### Task statement
Every line from the one with "Trace every road, lane" to the end of the data needs to be copied exactly, and no line before it.

### Stored dataset items

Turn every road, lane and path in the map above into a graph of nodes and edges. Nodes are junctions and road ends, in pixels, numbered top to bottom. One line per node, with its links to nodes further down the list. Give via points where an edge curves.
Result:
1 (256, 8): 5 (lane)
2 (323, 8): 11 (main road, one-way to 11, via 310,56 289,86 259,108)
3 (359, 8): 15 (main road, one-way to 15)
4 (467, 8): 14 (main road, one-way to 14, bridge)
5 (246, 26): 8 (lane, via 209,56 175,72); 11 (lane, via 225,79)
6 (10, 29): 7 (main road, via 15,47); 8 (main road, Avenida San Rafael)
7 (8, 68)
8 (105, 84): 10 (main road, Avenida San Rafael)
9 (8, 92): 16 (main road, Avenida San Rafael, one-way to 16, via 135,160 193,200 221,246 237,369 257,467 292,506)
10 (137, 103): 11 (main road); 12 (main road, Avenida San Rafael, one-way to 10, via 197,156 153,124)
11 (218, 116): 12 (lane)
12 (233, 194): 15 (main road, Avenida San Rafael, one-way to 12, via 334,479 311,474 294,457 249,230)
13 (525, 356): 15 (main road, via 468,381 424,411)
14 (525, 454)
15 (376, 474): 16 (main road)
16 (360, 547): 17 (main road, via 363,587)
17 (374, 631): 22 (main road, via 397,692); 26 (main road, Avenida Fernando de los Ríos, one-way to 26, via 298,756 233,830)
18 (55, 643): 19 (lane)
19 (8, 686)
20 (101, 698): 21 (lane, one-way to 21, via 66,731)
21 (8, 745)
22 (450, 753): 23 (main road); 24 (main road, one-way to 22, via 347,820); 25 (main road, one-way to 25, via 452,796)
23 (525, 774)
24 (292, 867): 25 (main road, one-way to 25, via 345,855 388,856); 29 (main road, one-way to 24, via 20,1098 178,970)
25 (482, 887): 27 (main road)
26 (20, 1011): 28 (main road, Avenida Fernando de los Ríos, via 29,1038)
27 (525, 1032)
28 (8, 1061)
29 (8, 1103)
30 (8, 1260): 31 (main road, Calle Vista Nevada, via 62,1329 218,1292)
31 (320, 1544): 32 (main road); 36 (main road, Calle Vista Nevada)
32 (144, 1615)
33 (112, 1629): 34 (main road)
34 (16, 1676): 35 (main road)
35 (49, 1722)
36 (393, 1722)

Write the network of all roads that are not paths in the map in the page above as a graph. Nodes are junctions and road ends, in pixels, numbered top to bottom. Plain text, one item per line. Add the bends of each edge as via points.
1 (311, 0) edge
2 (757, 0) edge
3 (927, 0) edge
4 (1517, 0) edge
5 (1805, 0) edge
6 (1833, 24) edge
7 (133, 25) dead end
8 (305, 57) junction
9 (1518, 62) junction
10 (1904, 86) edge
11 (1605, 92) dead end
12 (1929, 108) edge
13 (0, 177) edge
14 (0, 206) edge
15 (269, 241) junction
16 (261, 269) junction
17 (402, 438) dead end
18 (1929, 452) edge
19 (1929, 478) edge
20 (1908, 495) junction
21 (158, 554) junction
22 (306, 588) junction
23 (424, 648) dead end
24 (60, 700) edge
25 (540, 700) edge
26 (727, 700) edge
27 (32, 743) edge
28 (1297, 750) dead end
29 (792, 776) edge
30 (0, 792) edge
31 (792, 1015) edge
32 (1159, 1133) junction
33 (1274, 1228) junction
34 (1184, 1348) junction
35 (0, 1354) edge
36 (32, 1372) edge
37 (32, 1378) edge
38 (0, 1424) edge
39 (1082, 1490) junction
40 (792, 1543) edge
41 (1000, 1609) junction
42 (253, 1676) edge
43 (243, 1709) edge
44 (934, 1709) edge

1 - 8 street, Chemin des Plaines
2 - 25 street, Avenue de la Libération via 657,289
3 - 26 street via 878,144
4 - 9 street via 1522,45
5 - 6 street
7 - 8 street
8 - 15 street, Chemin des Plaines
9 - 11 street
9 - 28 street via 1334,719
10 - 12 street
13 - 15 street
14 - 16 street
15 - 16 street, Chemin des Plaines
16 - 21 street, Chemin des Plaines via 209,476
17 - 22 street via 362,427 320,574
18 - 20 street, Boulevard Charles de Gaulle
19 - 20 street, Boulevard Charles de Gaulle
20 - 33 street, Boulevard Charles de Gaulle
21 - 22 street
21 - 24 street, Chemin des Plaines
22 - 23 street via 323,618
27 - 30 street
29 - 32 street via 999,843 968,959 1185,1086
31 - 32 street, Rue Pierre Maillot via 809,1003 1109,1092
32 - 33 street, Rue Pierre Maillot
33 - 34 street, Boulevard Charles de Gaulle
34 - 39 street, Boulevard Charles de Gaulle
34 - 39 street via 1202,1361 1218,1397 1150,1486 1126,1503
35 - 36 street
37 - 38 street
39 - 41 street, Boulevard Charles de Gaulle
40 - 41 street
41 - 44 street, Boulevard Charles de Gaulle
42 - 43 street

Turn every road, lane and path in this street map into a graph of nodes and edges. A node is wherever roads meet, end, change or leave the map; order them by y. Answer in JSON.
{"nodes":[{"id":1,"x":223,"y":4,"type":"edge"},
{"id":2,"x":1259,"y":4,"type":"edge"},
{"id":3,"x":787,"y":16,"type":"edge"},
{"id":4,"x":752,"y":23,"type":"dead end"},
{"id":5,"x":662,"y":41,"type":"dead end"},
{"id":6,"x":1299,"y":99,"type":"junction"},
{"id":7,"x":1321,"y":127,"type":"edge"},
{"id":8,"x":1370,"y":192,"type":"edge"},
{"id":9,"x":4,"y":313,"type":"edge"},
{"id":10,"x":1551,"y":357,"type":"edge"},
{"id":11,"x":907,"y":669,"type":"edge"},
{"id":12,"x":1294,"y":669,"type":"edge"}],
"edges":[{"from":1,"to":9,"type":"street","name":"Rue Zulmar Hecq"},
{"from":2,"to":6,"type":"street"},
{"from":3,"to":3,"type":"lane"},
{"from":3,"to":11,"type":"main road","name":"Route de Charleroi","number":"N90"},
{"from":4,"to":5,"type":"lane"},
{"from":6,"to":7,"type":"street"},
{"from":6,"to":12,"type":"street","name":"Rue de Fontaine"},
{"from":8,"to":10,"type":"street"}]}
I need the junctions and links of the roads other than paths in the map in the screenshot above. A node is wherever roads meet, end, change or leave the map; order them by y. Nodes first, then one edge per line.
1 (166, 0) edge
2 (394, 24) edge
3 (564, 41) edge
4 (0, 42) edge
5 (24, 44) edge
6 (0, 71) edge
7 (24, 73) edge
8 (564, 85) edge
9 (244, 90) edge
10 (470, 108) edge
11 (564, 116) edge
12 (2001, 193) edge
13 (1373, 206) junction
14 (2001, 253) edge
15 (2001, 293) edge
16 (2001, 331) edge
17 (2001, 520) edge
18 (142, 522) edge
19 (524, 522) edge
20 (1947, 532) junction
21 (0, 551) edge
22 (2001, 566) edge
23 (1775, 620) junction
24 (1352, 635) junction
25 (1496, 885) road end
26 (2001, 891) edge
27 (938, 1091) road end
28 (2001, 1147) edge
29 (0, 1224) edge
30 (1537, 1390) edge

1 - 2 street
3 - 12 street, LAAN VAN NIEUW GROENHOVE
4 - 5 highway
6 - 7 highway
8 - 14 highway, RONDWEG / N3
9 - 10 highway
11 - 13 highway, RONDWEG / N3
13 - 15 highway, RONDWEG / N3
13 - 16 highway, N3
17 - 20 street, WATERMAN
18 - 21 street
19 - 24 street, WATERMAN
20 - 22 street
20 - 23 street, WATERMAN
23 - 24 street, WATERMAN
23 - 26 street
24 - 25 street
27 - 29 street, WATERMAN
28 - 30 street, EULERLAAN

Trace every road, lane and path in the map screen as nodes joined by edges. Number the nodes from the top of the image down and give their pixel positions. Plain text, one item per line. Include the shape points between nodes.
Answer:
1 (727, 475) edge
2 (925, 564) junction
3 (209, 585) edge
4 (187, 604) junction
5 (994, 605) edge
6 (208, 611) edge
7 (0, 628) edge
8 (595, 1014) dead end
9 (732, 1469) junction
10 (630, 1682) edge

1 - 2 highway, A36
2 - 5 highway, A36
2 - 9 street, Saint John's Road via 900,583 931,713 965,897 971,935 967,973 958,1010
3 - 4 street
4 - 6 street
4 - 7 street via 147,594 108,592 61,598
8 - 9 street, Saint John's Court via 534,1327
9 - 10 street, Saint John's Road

### Response for this exercise
Trace every road, lane and path in the map screen as nodes joined by edges. Number the nodes from the top of the image down and give their pixel positions. Plain text, one item per line. Include the shape points between nodes.
Answer:
1 (727, 475) edge
2 (925, 564) junction
3 (209, 585) edge
4 (187, 604) junction
5 (994, 605) edge
6 (208, 611) edge
7 (0, 628) edge
8 (595, 1014) dead end
9 (732, 1469) junction
10 (630, 1682) edge

1 - 2 highway, A36
2 - 5 highway, A36
2 - 9 street, Saint John's Road via 900,583 931,713 965,897 971,935 967,973 958,1010
3 - 4 street
4 - 6 street
4 - 7 street via 147,594 108,592 61,598
8 - 9 street, Saint John's Court via 534,1327
9 - 10 street, Saint John's Road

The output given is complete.